Maghbooli, Z, Hossein-Nezhad, A
BioMed research international. 2015;:926567
Abstract
The objective of this study was to perform a systematic review of published literature on differentially expressed genes (DEGs) in human epicardial adipose tissue (EAT) to identify molecules associated with CVDs. A systematic literature search was conducted in PubMed, SCOPUS, and ISI Web of Science literature databases for papers published before October 2014 that addressed EAT genes and cardiovascular diseases (CVDs). We included original papers that had performed gene expressions in EAT of patients undergoing open-heart surgery. The Reporting Recommendations for Tumor Marker Prognostic Studies (PRIMARK) assessment tool was also used for methodological quality assessment. From the 180 papers identified by our initial search strategy, 40 studies met the inclusion criteria and presented DEGs in EAT samples from patients with and without CVDs.

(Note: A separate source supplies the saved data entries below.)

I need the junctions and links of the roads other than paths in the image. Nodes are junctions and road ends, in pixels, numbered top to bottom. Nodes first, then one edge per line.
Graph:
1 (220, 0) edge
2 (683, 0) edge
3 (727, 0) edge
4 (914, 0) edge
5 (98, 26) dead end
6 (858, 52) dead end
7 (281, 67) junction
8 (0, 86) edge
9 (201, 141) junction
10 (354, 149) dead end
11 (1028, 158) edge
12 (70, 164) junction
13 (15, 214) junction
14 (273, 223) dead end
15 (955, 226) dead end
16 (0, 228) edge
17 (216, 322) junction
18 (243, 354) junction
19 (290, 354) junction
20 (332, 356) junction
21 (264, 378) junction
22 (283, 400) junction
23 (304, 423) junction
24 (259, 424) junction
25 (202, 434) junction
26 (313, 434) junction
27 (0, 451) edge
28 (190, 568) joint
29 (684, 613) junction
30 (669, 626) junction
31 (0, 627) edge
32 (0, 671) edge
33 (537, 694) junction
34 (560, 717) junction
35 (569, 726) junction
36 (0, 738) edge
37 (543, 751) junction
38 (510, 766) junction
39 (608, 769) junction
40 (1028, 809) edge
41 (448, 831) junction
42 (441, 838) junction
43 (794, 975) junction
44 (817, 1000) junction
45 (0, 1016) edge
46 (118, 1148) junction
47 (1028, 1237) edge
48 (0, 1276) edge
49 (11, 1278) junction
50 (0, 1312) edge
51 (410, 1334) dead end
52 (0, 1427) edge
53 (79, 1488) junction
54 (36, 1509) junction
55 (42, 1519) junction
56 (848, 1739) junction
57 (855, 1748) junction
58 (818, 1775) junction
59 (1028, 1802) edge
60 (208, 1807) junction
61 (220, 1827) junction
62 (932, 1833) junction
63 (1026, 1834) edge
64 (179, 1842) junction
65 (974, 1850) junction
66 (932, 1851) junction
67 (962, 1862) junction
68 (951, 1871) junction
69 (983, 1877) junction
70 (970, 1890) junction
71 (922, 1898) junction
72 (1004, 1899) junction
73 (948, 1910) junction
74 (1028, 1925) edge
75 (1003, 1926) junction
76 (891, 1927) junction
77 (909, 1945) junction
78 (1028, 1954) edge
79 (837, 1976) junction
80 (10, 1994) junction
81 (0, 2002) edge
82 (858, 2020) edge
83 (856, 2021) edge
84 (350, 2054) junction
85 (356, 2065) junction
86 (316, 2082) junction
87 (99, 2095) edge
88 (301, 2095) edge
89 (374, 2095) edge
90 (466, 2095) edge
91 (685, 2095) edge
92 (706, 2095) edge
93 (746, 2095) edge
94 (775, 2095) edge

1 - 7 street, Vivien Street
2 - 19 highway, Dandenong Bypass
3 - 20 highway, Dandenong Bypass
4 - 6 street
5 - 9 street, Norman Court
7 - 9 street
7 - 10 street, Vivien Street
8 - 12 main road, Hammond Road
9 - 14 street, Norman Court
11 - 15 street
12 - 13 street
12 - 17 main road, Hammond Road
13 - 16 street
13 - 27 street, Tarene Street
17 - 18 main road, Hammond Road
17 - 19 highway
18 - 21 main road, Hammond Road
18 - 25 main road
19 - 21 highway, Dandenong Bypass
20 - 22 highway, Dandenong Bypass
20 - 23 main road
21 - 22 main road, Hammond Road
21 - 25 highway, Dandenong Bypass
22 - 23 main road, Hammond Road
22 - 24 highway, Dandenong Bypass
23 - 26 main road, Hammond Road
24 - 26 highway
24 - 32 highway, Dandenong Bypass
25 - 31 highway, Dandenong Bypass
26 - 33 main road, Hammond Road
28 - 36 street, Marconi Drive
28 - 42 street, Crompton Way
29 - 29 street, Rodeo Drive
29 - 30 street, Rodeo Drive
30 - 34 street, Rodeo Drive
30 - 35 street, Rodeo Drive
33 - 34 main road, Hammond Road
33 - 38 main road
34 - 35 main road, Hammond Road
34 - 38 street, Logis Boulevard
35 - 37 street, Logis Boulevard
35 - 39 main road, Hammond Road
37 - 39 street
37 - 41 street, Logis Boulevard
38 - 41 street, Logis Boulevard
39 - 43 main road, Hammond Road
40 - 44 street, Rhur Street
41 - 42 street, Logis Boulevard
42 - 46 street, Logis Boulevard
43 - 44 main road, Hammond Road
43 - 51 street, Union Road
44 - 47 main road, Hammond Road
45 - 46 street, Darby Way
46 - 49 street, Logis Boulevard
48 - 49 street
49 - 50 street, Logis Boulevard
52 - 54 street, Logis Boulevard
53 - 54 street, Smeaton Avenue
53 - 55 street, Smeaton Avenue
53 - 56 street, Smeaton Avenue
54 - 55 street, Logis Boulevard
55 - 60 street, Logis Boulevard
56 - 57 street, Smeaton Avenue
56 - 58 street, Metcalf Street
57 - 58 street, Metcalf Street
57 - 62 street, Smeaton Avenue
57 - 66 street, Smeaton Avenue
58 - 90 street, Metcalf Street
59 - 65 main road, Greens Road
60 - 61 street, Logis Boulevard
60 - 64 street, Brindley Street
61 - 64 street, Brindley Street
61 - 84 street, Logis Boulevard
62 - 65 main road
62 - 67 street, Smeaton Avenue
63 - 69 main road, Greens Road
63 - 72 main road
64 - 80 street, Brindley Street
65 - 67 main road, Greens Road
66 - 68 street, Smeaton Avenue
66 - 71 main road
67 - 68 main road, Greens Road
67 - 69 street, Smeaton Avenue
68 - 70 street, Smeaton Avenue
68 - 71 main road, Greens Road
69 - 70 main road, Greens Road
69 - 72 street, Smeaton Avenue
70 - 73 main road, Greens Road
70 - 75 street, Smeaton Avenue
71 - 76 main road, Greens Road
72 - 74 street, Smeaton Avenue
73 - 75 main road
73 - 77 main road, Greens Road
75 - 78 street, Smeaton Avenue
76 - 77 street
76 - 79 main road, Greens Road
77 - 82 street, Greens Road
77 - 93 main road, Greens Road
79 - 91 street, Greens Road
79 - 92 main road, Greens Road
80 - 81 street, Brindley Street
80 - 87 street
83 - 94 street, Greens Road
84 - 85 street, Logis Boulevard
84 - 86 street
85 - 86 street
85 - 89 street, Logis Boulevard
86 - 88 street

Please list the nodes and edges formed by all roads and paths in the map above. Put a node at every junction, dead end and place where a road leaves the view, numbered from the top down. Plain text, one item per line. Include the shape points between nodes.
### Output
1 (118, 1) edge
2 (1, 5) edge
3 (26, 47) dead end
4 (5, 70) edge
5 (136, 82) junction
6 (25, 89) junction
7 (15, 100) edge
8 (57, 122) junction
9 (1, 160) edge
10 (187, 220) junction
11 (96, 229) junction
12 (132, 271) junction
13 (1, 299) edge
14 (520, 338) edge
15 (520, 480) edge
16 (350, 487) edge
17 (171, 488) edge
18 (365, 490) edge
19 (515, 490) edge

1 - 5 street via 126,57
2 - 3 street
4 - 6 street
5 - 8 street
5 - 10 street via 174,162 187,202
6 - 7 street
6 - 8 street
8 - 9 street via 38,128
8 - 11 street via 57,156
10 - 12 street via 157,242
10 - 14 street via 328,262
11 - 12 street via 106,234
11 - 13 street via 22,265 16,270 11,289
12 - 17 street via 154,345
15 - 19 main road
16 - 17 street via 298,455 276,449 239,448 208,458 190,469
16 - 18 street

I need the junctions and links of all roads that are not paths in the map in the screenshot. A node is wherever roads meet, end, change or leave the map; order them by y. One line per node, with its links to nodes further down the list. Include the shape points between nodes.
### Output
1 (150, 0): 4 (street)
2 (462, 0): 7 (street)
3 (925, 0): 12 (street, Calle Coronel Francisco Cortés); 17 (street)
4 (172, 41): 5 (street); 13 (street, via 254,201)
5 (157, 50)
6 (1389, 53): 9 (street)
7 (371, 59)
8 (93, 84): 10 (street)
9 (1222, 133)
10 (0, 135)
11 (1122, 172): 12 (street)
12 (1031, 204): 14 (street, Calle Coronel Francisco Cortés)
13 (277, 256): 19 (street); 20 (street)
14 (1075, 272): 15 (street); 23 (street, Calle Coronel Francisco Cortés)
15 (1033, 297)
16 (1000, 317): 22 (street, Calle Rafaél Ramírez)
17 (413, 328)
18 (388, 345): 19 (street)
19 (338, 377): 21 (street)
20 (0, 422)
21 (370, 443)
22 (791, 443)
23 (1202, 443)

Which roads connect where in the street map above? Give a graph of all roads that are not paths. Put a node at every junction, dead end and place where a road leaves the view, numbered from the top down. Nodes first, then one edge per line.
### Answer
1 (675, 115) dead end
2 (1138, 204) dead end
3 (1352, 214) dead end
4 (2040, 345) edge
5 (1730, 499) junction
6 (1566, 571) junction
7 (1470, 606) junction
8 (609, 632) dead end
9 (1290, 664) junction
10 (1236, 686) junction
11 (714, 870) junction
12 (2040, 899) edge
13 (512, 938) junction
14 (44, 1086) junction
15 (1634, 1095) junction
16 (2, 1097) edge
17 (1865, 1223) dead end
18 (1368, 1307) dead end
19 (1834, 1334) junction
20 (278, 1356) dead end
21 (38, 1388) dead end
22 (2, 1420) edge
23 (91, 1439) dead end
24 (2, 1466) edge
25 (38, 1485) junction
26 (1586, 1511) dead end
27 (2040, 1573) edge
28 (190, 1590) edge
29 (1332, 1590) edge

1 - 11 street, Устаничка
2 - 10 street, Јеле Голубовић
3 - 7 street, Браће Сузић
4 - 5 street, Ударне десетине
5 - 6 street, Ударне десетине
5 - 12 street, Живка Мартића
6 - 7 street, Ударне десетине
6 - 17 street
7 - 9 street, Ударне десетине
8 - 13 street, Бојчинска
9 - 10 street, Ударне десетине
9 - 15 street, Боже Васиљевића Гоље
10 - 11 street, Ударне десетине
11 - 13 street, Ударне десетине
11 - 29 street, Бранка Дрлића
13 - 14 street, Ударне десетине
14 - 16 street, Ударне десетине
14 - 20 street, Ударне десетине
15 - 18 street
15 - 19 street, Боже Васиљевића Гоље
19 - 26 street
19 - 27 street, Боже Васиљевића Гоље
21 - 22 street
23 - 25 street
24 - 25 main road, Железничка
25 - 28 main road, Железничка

The included studies reported 42 DEGs identified through comparison of EAT-specific gene expression in patients with and without CVDs. Among the 42 DEGs, genes involved in regulating apoptosis had higher enrichment scores. Notably, interleukin-6 (IL-6) and tumor protein p53 (TP53) were the main hub genes in the network. The results suggest that regulation of apoptosis in EAT is critical for CVD development. Moreover, IL-6 and TP53 as hub genes could serve as biomarkers and therapeutic targets for CVDs.